Konun zamāna degar gašt o man degar gaštam;ʿAṣā biār, ke waqt-e ʿaṣā o anbān bud).

Now the times have changed, —and I, too, changed and altered must succumb,Bring the beggar’s staff here to me; time for staff and scrip has come!

ʿAwfi (II, p. 6) asserts that Rudaki was blind from birth, a point disputed by others. However, the precision of his descriptions of nature, bathed in colors, throws doubt on ʿAwfi’s assertion. Based on a few indications in Rudaki’s poems, he may have lost his sight in old age (Ṣafā, I, pp. 373-74). Ferdowsi, in reference to the Rudaki’s versification of Kalila wa Demna in Persian, says that the text was read to him, which may be taken as an indication of his blindness (Šāh-nāma, ed. Khaleghi, VII, vv. 3509-10; Ṣafā, I, p. 379). Saʿid Nafisi (1895-1966), relying on literary references as well as reports of the 1957 exhumation of Rudaki’s supposed remains, suggested that Rudaki may have lost his eyesight late in life, after a botched cataract operation or perhaps as punishment when his main patron, Abu’l-Fażl Balʿami, was dismissed as vizier in 326/938 in the aftermath of an anti-Ismaʿili revolt and replaced by Abu ʿAli Moḥammad Jayhāni, and Rudaki fell from favor (Nafisi, Mo ḥiṭ, pp. 404-9).

WORKS

Rudaki is often called “the father of Persian poetry” given that he was the first to excel in multiple genres: panegyric, lyric, elegaic, and didactic. His prolific output in verse is attested in several sources.  Rašidi Samarqandi (last quarter of 5th/11th century), a poet himself, records in a verse that he had counted 13 times 100,000 (i.e., 1.3 million) lines of Rudaki’s poetry (Ṣafā, I, p. 378); whatever may have been the case, only about a thousand verses have reached us.

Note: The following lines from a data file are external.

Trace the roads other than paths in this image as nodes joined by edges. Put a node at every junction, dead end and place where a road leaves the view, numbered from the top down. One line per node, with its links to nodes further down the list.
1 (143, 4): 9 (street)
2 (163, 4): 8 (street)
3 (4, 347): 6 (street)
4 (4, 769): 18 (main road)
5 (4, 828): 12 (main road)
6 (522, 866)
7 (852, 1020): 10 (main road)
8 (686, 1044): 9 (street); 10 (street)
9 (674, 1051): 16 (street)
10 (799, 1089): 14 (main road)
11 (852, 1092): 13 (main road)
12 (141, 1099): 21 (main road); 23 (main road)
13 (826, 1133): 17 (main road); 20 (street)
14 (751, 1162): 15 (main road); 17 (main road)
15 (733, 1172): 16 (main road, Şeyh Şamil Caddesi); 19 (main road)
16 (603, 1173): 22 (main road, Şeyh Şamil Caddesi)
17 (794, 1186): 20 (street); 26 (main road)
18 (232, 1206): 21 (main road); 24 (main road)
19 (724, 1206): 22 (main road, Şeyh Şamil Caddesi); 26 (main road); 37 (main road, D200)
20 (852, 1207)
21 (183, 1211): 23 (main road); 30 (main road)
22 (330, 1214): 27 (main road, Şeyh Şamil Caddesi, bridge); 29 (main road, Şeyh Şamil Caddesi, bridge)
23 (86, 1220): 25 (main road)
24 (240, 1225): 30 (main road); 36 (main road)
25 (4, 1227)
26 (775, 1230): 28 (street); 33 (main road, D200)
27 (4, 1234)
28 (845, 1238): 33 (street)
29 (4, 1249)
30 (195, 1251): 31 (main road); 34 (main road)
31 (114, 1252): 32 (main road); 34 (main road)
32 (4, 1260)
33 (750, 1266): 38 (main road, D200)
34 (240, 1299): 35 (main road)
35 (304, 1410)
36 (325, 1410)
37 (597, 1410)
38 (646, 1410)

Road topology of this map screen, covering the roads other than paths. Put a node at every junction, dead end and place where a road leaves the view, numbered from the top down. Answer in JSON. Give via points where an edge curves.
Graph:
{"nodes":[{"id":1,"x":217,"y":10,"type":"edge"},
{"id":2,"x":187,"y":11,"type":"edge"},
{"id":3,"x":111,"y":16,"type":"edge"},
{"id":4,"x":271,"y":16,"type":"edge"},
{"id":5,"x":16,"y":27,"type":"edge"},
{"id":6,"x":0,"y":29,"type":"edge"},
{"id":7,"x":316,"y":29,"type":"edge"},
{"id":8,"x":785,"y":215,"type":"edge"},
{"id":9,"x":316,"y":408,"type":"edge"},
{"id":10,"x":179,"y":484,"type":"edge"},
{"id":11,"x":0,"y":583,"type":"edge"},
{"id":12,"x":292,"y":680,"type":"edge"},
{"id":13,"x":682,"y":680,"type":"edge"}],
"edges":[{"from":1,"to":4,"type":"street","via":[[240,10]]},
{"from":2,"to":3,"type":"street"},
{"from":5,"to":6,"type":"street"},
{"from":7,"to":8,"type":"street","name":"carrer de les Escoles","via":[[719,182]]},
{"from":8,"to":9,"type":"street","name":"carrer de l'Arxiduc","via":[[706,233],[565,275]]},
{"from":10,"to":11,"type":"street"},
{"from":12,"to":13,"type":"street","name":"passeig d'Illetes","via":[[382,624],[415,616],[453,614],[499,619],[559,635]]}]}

Carl Herman Ethé (q.v., 1844-1917) was the first western scholar to be interested in Rudaki. In 1873, he published some of his extant poems in “Rûdagî der Sâmânidendichter,” with the Persian text and metrical German translation together with a biographical account based on forty-six Persian manuscripts (Browne, I, pp. 455 ff.), but most of the cited verses belong to Qaṭrān Tabrizi (d. after 462/1070; Denison Ross, p. 609) who lived a century later.  In 1940, the Tajik scholar Ṣadr-al-Din ʿAyni (q.v.; 1878-1954) published Ostād Rudaki, in which he presented 804 verses (362 from qaṣidas, 224 from ḡazals, 154 from maṯnawis and 64 robāʿis; in Braginskiĭ, pp. 384-444). ʿAyni also carried on research to ascertain Rudaki’s place of birth and is credited with having discovered his reputed burial place in Panjrud, near Panjikant in Tajikistan.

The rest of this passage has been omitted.